* [What to work on]:
Copy, from the listing, every line in which the string "hand" is present.

* [Source material]:
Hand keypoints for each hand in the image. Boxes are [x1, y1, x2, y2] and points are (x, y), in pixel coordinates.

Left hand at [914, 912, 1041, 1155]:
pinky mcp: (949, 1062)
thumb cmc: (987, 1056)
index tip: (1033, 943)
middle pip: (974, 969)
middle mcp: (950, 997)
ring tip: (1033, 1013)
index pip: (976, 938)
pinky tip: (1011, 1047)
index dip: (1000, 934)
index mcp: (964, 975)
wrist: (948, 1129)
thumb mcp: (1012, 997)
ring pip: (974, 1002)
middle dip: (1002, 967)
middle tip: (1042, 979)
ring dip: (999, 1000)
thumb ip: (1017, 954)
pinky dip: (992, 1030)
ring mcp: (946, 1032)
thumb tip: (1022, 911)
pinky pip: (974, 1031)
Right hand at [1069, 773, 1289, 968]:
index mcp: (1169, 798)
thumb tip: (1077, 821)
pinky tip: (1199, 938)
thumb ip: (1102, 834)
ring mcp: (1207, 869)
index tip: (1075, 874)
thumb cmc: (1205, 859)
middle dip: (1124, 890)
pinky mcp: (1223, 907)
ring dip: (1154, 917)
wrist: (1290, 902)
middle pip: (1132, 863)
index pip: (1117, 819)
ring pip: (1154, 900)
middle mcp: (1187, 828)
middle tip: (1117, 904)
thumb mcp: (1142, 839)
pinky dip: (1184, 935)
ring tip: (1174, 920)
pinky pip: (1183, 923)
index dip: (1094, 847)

==

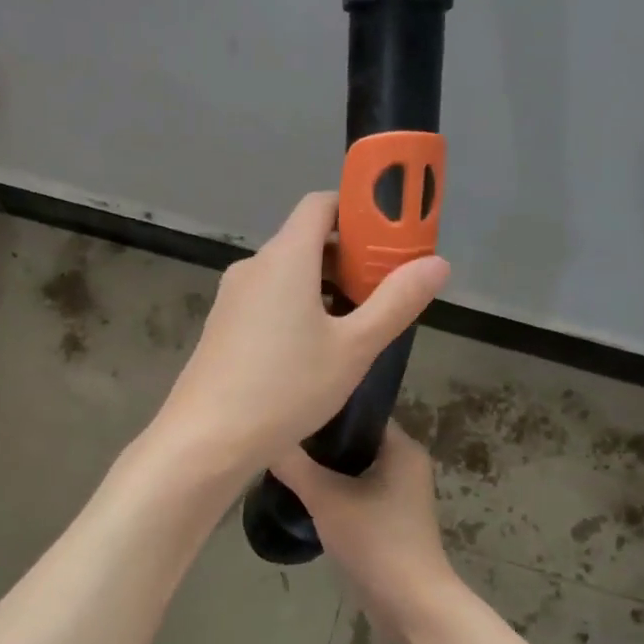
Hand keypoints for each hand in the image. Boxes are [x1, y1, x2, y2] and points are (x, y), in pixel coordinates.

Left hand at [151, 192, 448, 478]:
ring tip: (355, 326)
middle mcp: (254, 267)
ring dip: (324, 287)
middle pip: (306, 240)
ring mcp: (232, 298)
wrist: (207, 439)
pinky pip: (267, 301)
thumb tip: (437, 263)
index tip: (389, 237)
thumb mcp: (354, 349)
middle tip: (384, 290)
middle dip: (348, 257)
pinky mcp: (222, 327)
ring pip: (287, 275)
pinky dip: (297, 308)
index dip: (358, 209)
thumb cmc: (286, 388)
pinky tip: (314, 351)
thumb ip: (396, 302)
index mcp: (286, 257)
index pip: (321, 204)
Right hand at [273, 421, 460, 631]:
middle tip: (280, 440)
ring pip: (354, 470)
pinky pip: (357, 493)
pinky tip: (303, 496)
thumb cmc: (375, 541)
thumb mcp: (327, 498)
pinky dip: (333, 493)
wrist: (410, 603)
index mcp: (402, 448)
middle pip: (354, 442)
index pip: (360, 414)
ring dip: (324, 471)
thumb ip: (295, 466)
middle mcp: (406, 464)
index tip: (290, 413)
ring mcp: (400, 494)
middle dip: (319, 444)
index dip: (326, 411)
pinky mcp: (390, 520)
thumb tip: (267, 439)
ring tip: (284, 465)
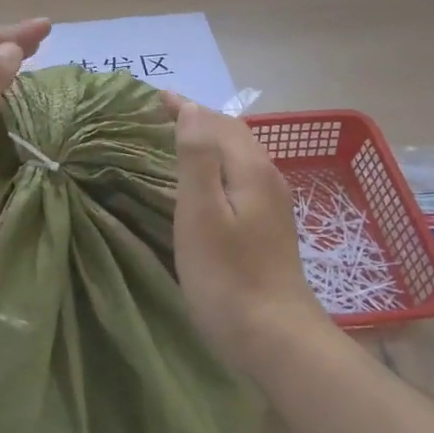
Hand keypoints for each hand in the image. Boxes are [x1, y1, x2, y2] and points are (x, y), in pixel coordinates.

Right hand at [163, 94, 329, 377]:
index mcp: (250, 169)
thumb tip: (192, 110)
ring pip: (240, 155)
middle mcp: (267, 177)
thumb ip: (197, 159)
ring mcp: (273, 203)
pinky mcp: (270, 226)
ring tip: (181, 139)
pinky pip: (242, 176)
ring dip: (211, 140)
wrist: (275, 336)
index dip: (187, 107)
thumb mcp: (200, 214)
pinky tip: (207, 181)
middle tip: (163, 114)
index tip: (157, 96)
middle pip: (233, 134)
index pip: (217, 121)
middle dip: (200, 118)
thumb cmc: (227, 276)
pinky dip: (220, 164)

---

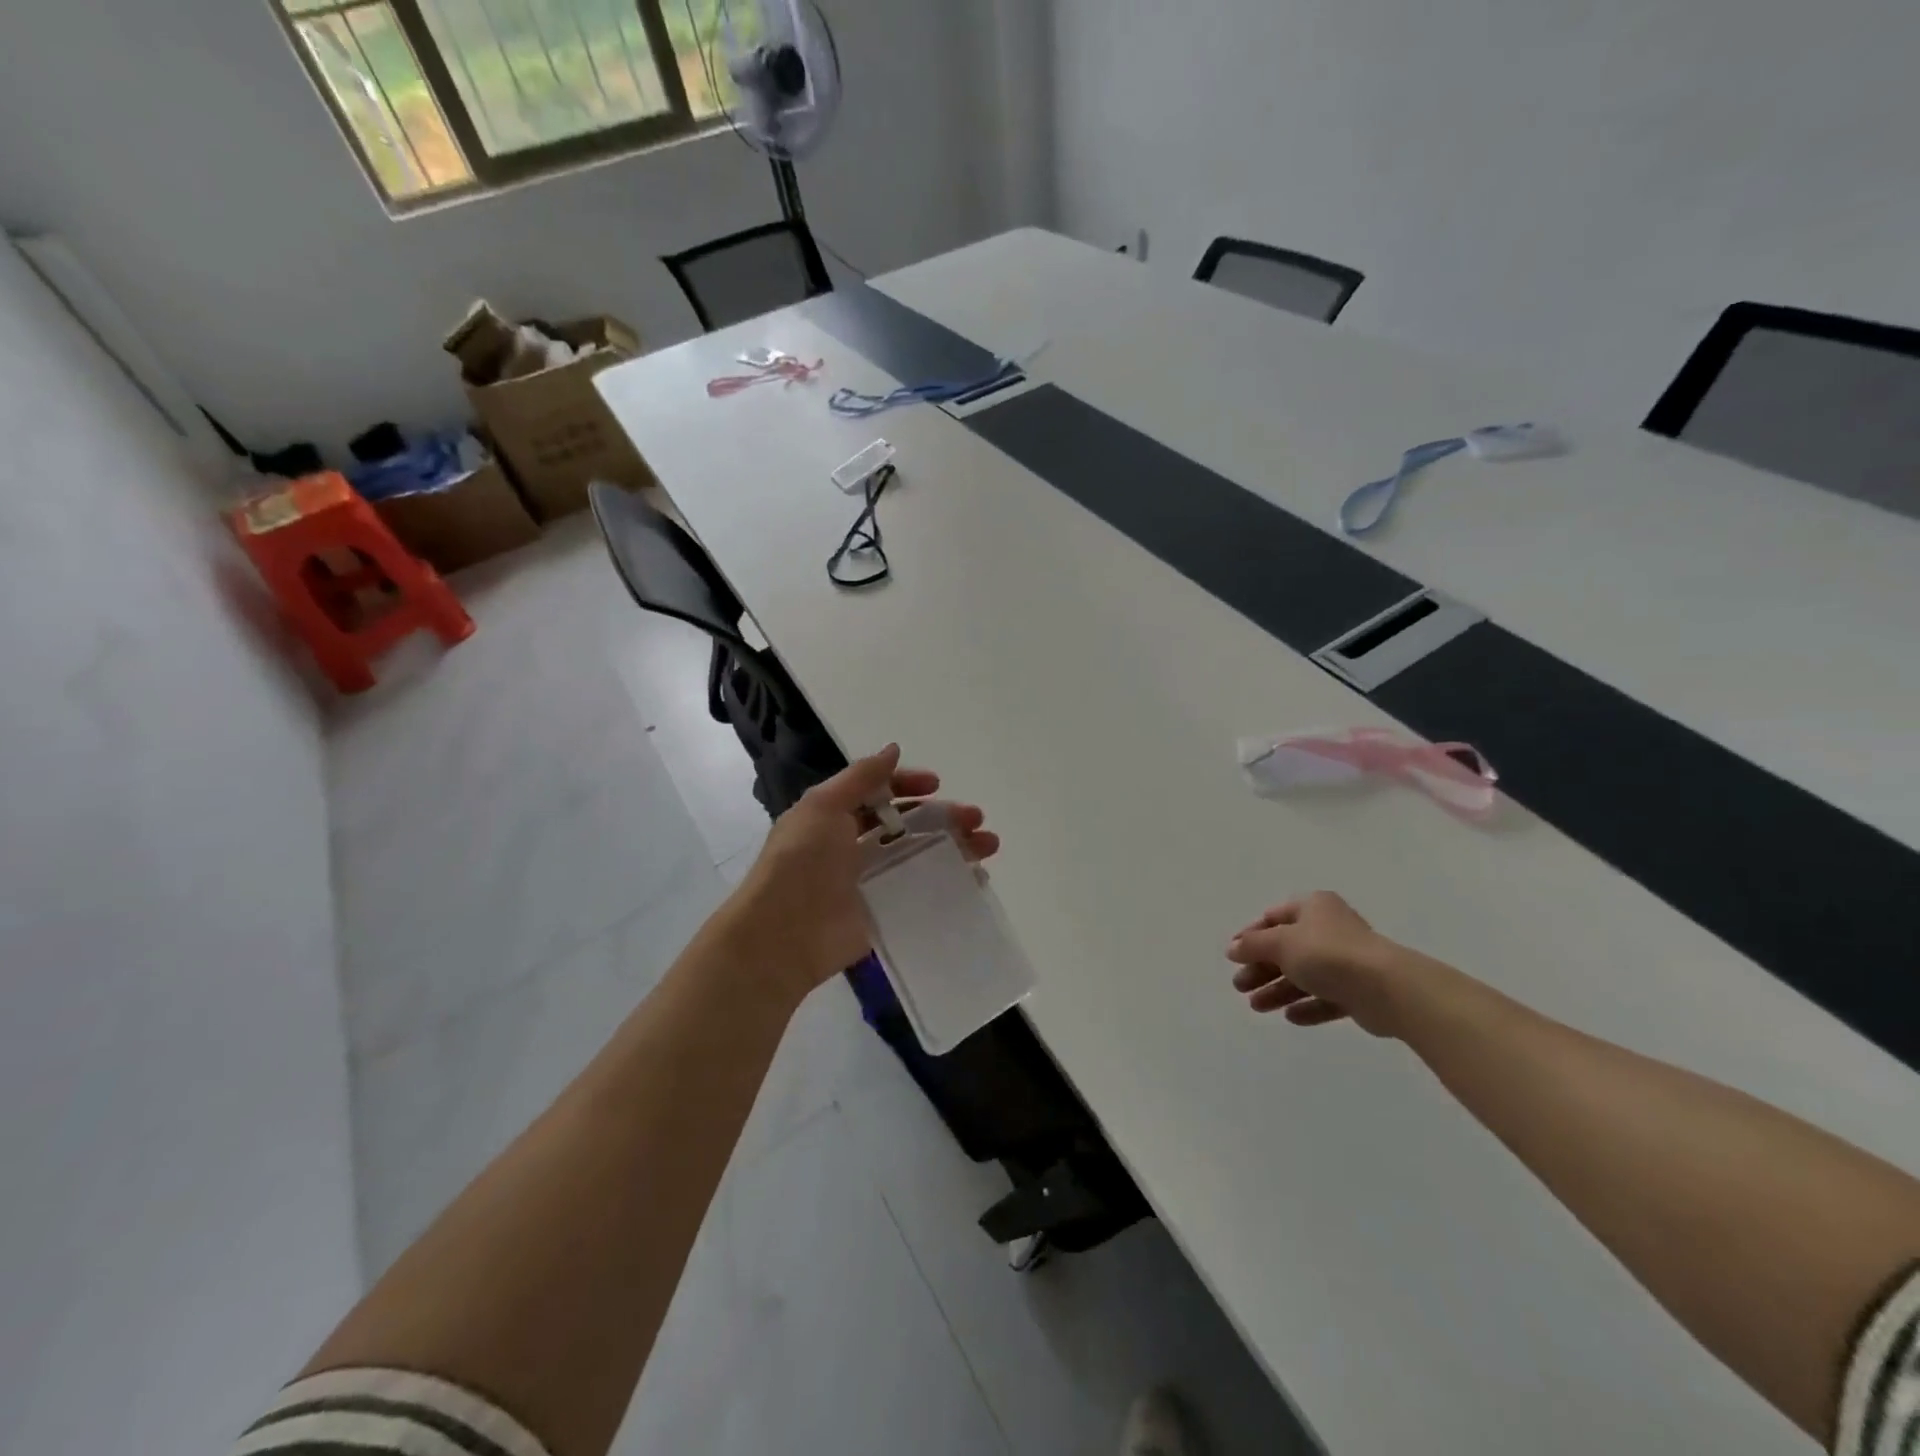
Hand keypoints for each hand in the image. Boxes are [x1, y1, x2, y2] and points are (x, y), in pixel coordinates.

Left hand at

* [Solution below]:
Hand keypoints for each hand in the image. Boxes are [x1, y1, x2, y2] and points are (x, y), in pixel coordinates.
Left hand at [914, 912, 1041, 1155]:
Right hand at [1069, 773, 1289, 968]:
Hand keypoints for each hand in the image. Boxes are [x1, y1, x2, y2] and points are (x, y), in pixel coordinates.
Left hand at [151, 192, 448, 478]:
Right hand at [273, 421, 460, 631]:
Hand keypoints for each hand in the image. Boxes are [x1, y1, x2, y2] and points are (x, y), in pixel coordinates.
Right hand at [163, 94, 329, 377]:
Hand keypoints for each hand in the image. Boxes are [x1, y1, x2, y2] and points are (x, y), in pixel coordinates.
Left hand at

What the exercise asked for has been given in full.